(Records excerpted from a collection)

○ ○ ○ ○ ○

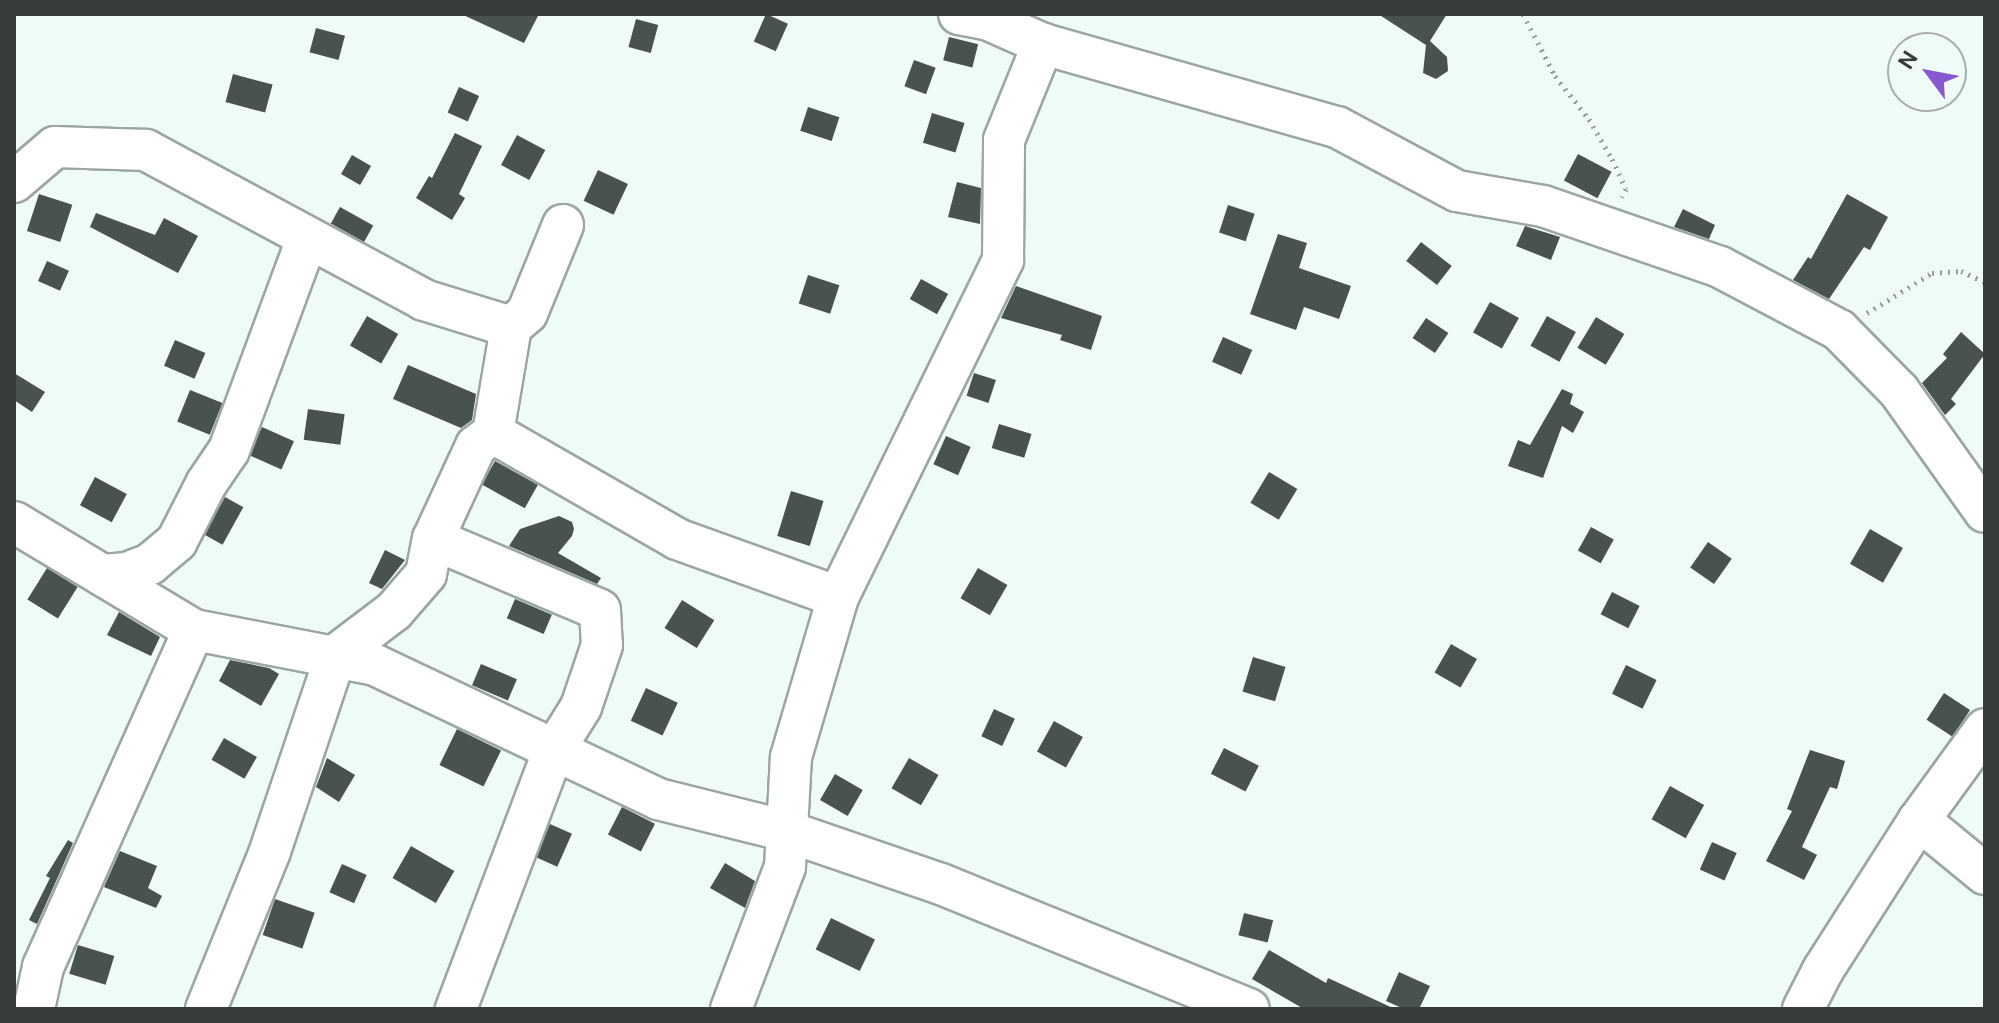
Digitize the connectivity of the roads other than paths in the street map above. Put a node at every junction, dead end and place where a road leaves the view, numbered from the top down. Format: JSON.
{"nodes":[{"id":1,"x":959,"y":14,"type":"edge"},
{"id":2,"x":1043,"y":44,"type":"junction"},
{"id":3,"x":14,"y":182,"type":"edge"},
{"id":4,"x":563,"y":225,"type":"dead end"},
{"id":5,"x":307,"y":239,"type":"junction"},
{"id":6,"x":511,"y":327,"type":"junction"},
{"id":7,"x":493,"y":433,"type":"junction"},
{"id":8,"x":1985,"y":512,"type":"edge"},
{"id":9,"x":14,"y":522,"type":"edge"},
{"id":10,"x":433,"y":539,"type":"junction"},
{"id":11,"x":102,"y":575,"type":"junction"},
{"id":12,"x":838,"y":597,"type":"junction"},
{"id":13,"x":194,"y":630,"type":"junction"},
{"id":14,"x":336,"y":655,"type":"junction"},
{"id":15,"x":1985,"y":729,"type":"edge"},
{"id":16,"x":553,"y":752,"type":"junction"},
{"id":17,"x":1919,"y":820,"type":"junction"},
{"id":18,"x":786,"y":831,"type":"junction"},
{"id":19,"x":1985,"y":874,"type":"edge"},
{"id":20,"x":14,"y":1002,"type":"edge"},
{"id":21,"x":32,"y":1009,"type":"edge"},
{"id":22,"x":206,"y":1009,"type":"edge"},
{"id":23,"x":456,"y":1009,"type":"edge"},
{"id":24,"x":731,"y":1009,"type":"edge"},
{"id":25,"x":1249,"y":1009,"type":"edge"},
{"id":26,"x":1803,"y":1009,"type":"edge"}],
"edges":[{"from":1,"to":2,"type":"street"},
{"from":2,"to":8,"type":"street"},
{"from":2,"to":12,"type":"street"},
{"from":3,"to":5,"type":"street"},
{"from":4,"to":6,"type":"street"},
{"from":5,"to":6,"type":"street"},
{"from":5,"to":11,"type":"street"},
{"from":6,"to":7,"type":"street"},
{"from":7,"to":10,"type":"street"},
{"from":7,"to":12,"type":"street"},
{"from":9,"to":11,"type":"street"},
{"from":10,"to":14,"type":"street"},
{"from":10,"to":16,"type":"street"},
{"from":11,"to":13,"type":"street"},
{"from":12,"to":18,"type":"street"},
{"from":13,"to":14,"type":"street"},
{"from":13,"to":21,"type":"street"},
{"from":14,"to":16,"type":"street"},
{"from":14,"to":22,"type":"street"},
{"from":15,"to":17,"type":"street"},
{"from":16,"to":18,"type":"street"},
{"from":16,"to":23,"type":"street"},
{"from":17,"to":19,"type":"street"},
{"from":17,"to":26,"type":"street"},
{"from":18,"to":24,"type":"street"},
{"from":18,"to":25,"type":"street"},
{"from":20,"to":21,"type":"street"}]}
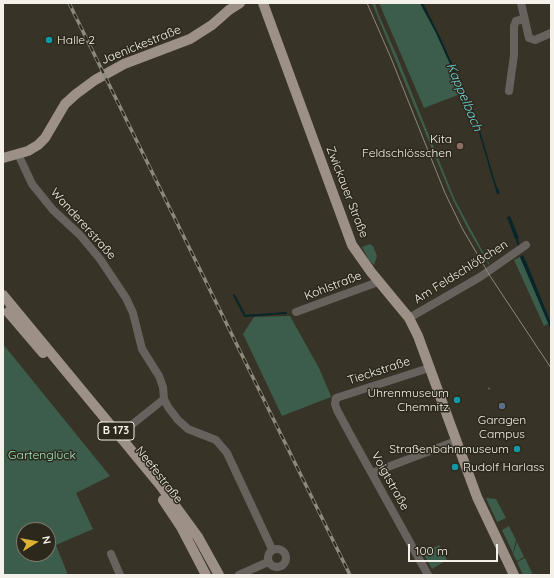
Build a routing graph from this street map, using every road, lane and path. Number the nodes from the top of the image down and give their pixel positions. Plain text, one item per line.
1 (240, 3) edge
2 (263, 3) edge
3 (521, 3) edge
4 (524, 19) junction
5 (551, 33) edge
6 (509, 91) dead end
7 (18, 154) junction
8 (3, 158) edge
9 (526, 245) dead end
10 (378, 282) junction
11 (3, 295) edge
12 (3, 306) edge
13 (296, 312) dead end
14 (409, 318) junction
15 (429, 368) junction
16 (336, 398) joint
17 (164, 399) junction
18 (119, 435) junction
19 (456, 441) junction
20 (372, 473) junction
21 (272, 549) junction
22 (111, 554) dead end
23 (268, 562) junction
24 (280, 566) junction
25 (120, 575) edge
26 (206, 575) edge
27 (219, 575) edge
28 (239, 575) edge
29 (284, 575) edge
30 (428, 575) edge
31 (514, 575) edge

1 - 7 main road, Jaenickestraße
2 - 10 main road, Zwickauer Straße
3 - 4 street
4 - 5 street
4 - 6 street
7 - 8 main road, Jaenickestraße
7 - 17 street, Wandererstraße
9 - 14 street, Am Feldschlößchen
10 - 13 street, Kohlstraße
10 - 14 main road, Zwickauer Straße
11 - 18 main road, Neefestraße / B 173
12 - 26 main road, Neefestraße / B 173
14 - 15 main road, Zwickauer Straße
15 - 16 street, Tieckstraße
15 - 19 main road, Zwickauer Straße
16 - 20 street, Voigtstraße
17 - 18 street
17 - 21 street
18 - 27 main road, Neefestraße / B 173
19 - 20 street
19 - 31 main road, Zwickauer Straße
20 - 30 street, Voigtstraße
21 - 23 street
21 - 24 street
22 - 25 street
23 - 24 street
23 - 28 street
24 - 29 street

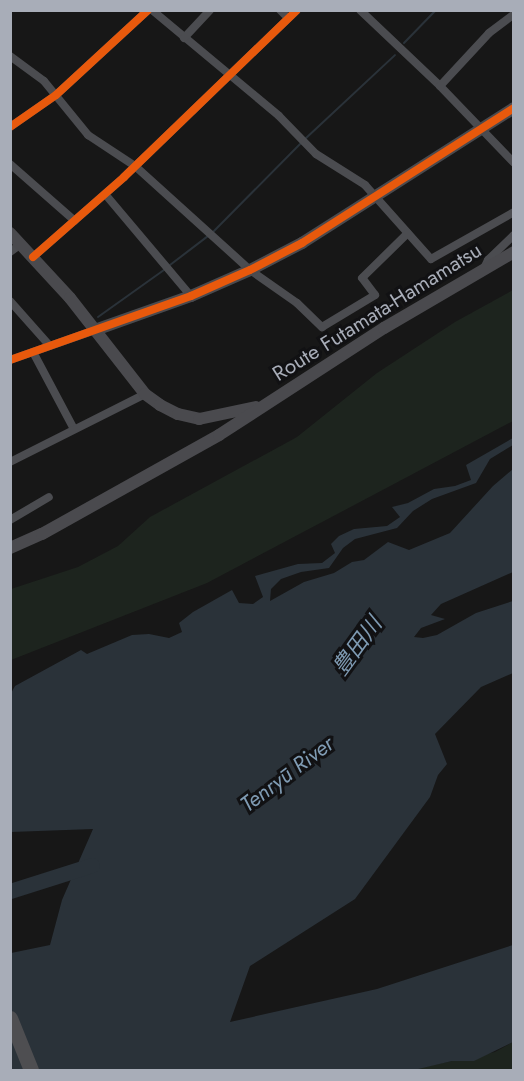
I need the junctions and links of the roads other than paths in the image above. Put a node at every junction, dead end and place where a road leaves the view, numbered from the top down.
1 (150, 10) edge
2 (210, 10) edge
3 (280, 10) edge
4 (297, 10) edge
5 (360, 10) edge
6 (513, 14) edge
7 (288, 18) junction
8 (184, 38) junction
9 (10, 56) edge
10 (229, 75) junction
11 (440, 86) junction
12 (56, 95) junction
13 (513, 108) edge
14 (10, 127) edge
15 (482, 130) junction
16 (513, 163) edge
17 (10, 164) edge
18 (135, 166) junction
19 (105, 194) junction
20 (376, 197) junction
21 (513, 212) edge
22 (75, 220) junction
23 (10, 233) edge
24 (408, 234) junction
25 (513, 235) edge
26 (16, 248) edge
27 (513, 252) edge
28 (33, 257) junction
29 (484, 267) junction
30 (250, 270) junction
31 (191, 296) junction
32 (10, 301) edge
33 (95, 330) junction
34 (50, 346) junction
35 (33, 352) junction
36 (10, 360) edge
37 (145, 394) junction
38 (260, 406) junction
39 (74, 429) junction
40 (10, 462) edge
41 (49, 497) dead end
42 (10, 520) edge
43 (10, 548) edge
44 (10, 1018) edge
45 (31, 1071) edge

1 - 8 street
1 - 12 street
2 - 8 street
3 - 7 street
4 - 7 street
5 - 11 street
6 - 11 street
7 - 10 street
8 - 10 street
9 - 12 street
10 - 18 street
10 - 20 street
11 - 15 street
12 - 14 street
12 - 18 street
13 - 15 main road
15 - 16 street
15 - 20 main road
17 - 22 street
18 - 19 street
18 - 30 street
19 - 22 street
19 - 31 street
20 - 24 street
20 - 30 main road
21 - 24 street
22 - 28 street
23 - 26 main road, Route Futamata-Hamamatsu
24 - 30 street
25 - 29 street
26 - 28 main road, Route Futamata-Hamamatsu
27 - 29 main road, Route Futamata-Hamamatsu
28 - 33 main road, Route Futamata-Hamamatsu
29 - 38 main road, Route Futamata-Hamamatsu
30 - 31 main road
31 - 33 main road
32 - 34 street
33 - 34 street
33 - 37 main road, Route Futamata-Hamamatsu
34 - 35 street
35 - 36 street
35 - 39 street
37 - 38 main road, Route Futamata-Hamamatsu
37 - 39 street
38 - 43 main road, Route Futamata-Hamamatsu
39 - 40 street
41 - 42 street
44 - 45 highway

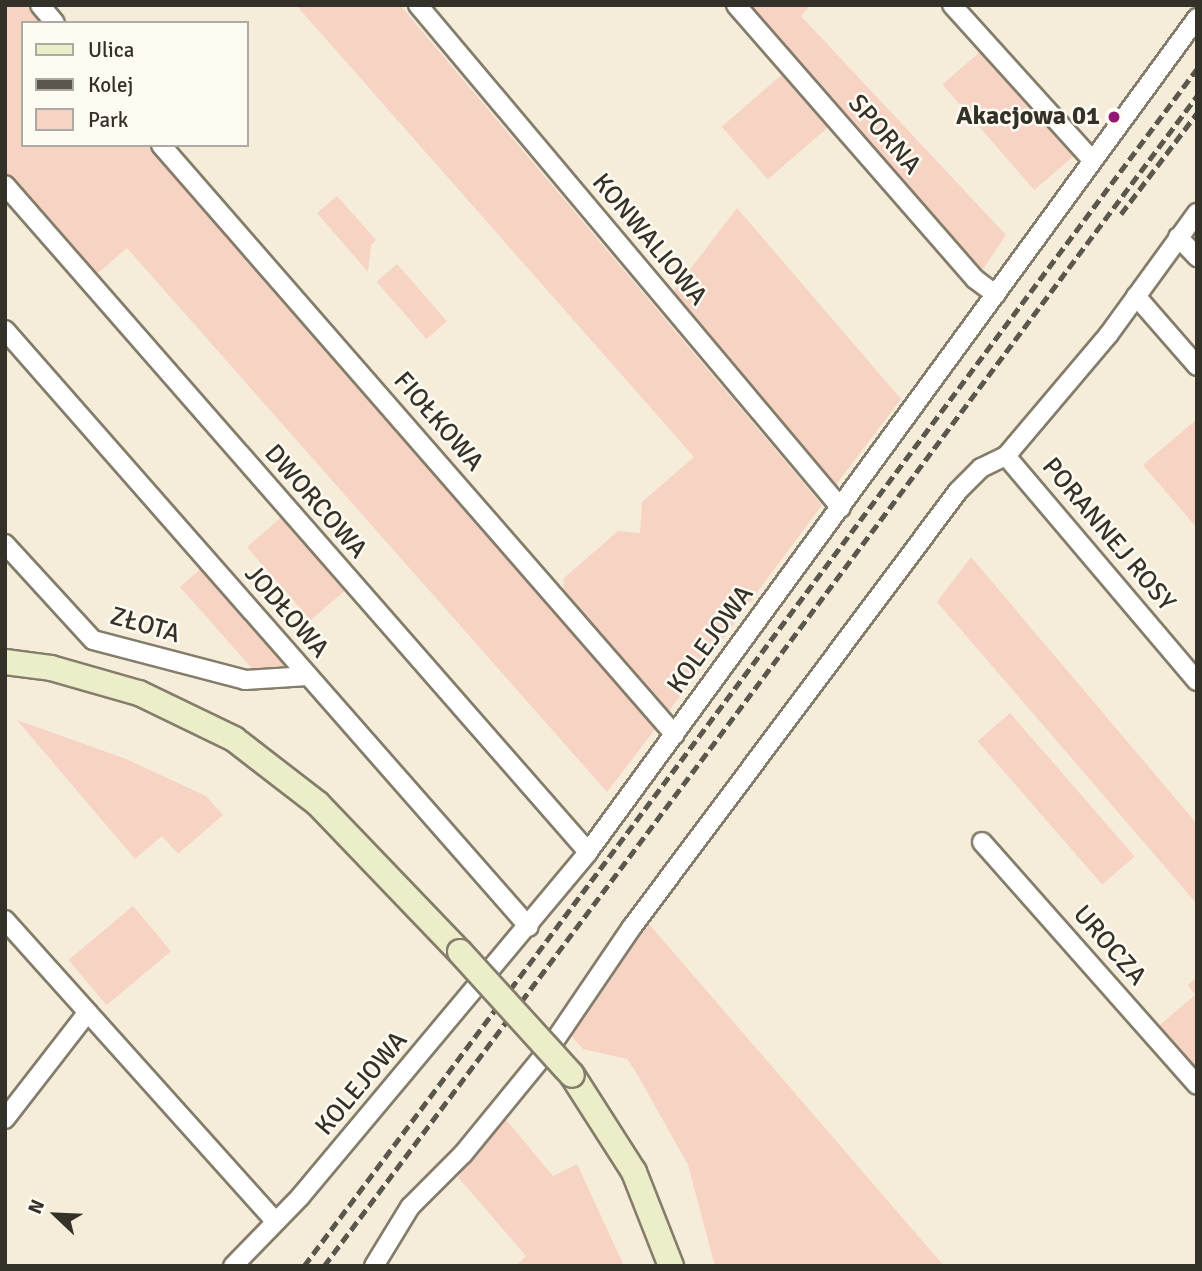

○ ○ ○ ○ ○

What is needed:
With the pictures set aside, copy each line above as written.

Answer space:
Digitize the connectivity of the roads other than paths in the street map above. Put a node at every junction, dead end and place where a road leaves the view, numbered from the top down. Format: JSON.
{"nodes":[{"id":1,"x":959,"y":14,"type":"edge"},
{"id":2,"x":1043,"y":44,"type":"junction"},
{"id":3,"x":14,"y":182,"type":"edge"},
{"id":4,"x":563,"y":225,"type":"dead end"},
{"id":5,"x":307,"y":239,"type":"junction"},
{"id":6,"x":511,"y":327,"type":"junction"},
{"id":7,"x":493,"y":433,"type":"junction"},
{"id":8,"x":1985,"y":512,"type":"edge"},
{"id":9,"x":14,"y":522,"type":"edge"},
{"id":10,"x":433,"y":539,"type":"junction"},
{"id":11,"x":102,"y":575,"type":"junction"},
{"id":12,"x":838,"y":597,"type":"junction"},
{"id":13,"x":194,"y":630,"type":"junction"},
{"id":14,"x":336,"y":655,"type":"junction"},
{"id":15,"x":1985,"y":729,"type":"edge"},
{"id":16,"x":553,"y":752,"type":"junction"},
{"id":17,"x":1919,"y":820,"type":"junction"},
{"id":18,"x":786,"y":831,"type":"junction"},
{"id":19,"x":1985,"y":874,"type":"edge"},
{"id":20,"x":14,"y":1002,"type":"edge"},
{"id":21,"x":32,"y":1009,"type":"edge"},
{"id":22,"x":206,"y":1009,"type":"edge"},
{"id":23,"x":456,"y":1009,"type":"edge"},
{"id":24,"x":731,"y":1009,"type":"edge"},
{"id":25,"x":1249,"y":1009,"type":"edge"},
{"id":26,"x":1803,"y":1009,"type":"edge"}],
"edges":[{"from":1,"to":2,"type":"street"},
{"from":2,"to":8,"type":"street"},
{"from":2,"to":12,"type":"street"},
{"from":3,"to":5,"type":"street"},
{"from":4,"to":6,"type":"street"},
{"from":5,"to":6,"type":"street"},
{"from":5,"to":11,"type":"street"},
{"from":6,"to":7,"type":"street"},
{"from":7,"to":10,"type":"street"},
{"from":7,"to":12,"type":"street"},
{"from":9,"to":11,"type":"street"},
{"from":10,"to":14,"type":"street"},
{"from":10,"to":16,"type":"street"},
{"from":11,"to":13,"type":"street"},
{"from":12,"to":18,"type":"street"},
{"from":13,"to":14,"type":"street"},
{"from":13,"to":21,"type":"street"},
{"from":14,"to":16,"type":"street"},
{"from":14,"to":22,"type":"street"},
{"from":15,"to":17,"type":"street"},
{"from":16,"to":18,"type":"street"},
{"from":16,"to":23,"type":"street"},
{"from":17,"to":19,"type":"street"},
{"from":17,"to":26,"type":"street"},
{"from":18,"to":24,"type":"street"},
{"from":18,"to":25,"type":"street"},
{"from":20,"to":21,"type":"street"}]}
Build a routing graph from this street map, using every road, lane and path. Number the nodes from the top of the image down and give their pixel positions. Plain text, one item per line.
1 (240, 3) edge
2 (263, 3) edge
3 (521, 3) edge
4 (524, 19) junction
5 (551, 33) edge
6 (509, 91) dead end
7 (18, 154) junction
8 (3, 158) edge
9 (526, 245) dead end
10 (378, 282) junction
11 (3, 295) edge
12 (3, 306) edge
13 (296, 312) dead end
14 (409, 318) junction
15 (429, 368) junction
16 (336, 398) joint
17 (164, 399) junction
18 (119, 435) junction
19 (456, 441) junction
20 (372, 473) junction
21 (272, 549) junction
22 (111, 554) dead end
23 (268, 562) junction
24 (280, 566) junction
25 (120, 575) edge
26 (206, 575) edge
27 (219, 575) edge
28 (239, 575) edge
29 (284, 575) edge
30 (428, 575) edge
31 (514, 575) edge

1 - 7 main road, Jaenickestraße
2 - 10 main road, Zwickauer Straße
3 - 4 street
4 - 5 street
4 - 6 street
7 - 8 main road, Jaenickestraße
7 - 17 street, Wandererstraße
9 - 14 street, Am Feldschlößchen
10 - 13 street, Kohlstraße
10 - 14 main road, Zwickauer Straße
11 - 18 main road, Neefestraße / B 173
12 - 26 main road, Neefestraße / B 173
14 - 15 main road, Zwickauer Straße
15 - 16 street, Tieckstraße
15 - 19 main road, Zwickauer Straße
16 - 20 street, Voigtstraße
17 - 18 street
17 - 21 street
18 - 27 main road, Neefestraße / B 173
19 - 20 street
19 - 31 main road, Zwickauer Straße
20 - 30 street, Voigtstraße
21 - 23 street
21 - 24 street
22 - 25 street
23 - 24 street
23 - 28 street
24 - 29 street

I need the junctions and links of the roads other than paths in the image above. Put a node at every junction, dead end and place where a road leaves the view, numbered from the top down.
1 (150, 10) edge
2 (210, 10) edge
3 (280, 10) edge
4 (297, 10) edge
5 (360, 10) edge
6 (513, 14) edge
7 (288, 18) junction
8 (184, 38) junction
9 (10, 56) edge
10 (229, 75) junction
11 (440, 86) junction
12 (56, 95) junction
13 (513, 108) edge
14 (10, 127) edge
15 (482, 130) junction
16 (513, 163) edge
17 (10, 164) edge
18 (135, 166) junction
19 (105, 194) junction
20 (376, 197) junction
21 (513, 212) edge
22 (75, 220) junction
23 (10, 233) edge
24 (408, 234) junction
25 (513, 235) edge
26 (16, 248) edge
27 (513, 252) edge
28 (33, 257) junction
29 (484, 267) junction
30 (250, 270) junction
31 (191, 296) junction
32 (10, 301) edge
33 (95, 330) junction
34 (50, 346) junction
35 (33, 352) junction
36 (10, 360) edge
37 (145, 394) junction
38 (260, 406) junction
39 (74, 429) junction
40 (10, 462) edge
41 (49, 497) dead end
42 (10, 520) edge
43 (10, 548) edge
44 (10, 1018) edge
45 (31, 1071) edge

1 - 8 street
1 - 12 street
2 - 8 street
3 - 7 street
4 - 7 street
5 - 11 street
6 - 11 street
7 - 10 street
8 - 10 street
9 - 12 street
10 - 18 street
10 - 20 street
11 - 15 street
12 - 14 street
12 - 18 street
13 - 15 main road
15 - 16 street
15 - 20 main road
17 - 22 street
18 - 19 street
18 - 30 street
19 - 22 street
19 - 31 street
20 - 24 street
20 - 30 main road
21 - 24 street
22 - 28 street
23 - 26 main road, Route Futamata-Hamamatsu
24 - 30 street
25 - 29 street
26 - 28 main road, Route Futamata-Hamamatsu
27 - 29 main road, Route Futamata-Hamamatsu
28 - 33 main road, Route Futamata-Hamamatsu
29 - 38 main road, Route Futamata-Hamamatsu
30 - 31 main road
31 - 33 main road
32 - 34 street
33 - 34 street
33 - 37 main road, Route Futamata-Hamamatsu
34 - 35 street
35 - 36 street
35 - 39 street
37 - 38 main road, Route Futamata-Hamamatsu
37 - 39 street
38 - 43 main road, Route Futamata-Hamamatsu
39 - 40 street
41 - 42 street
44 - 45 highway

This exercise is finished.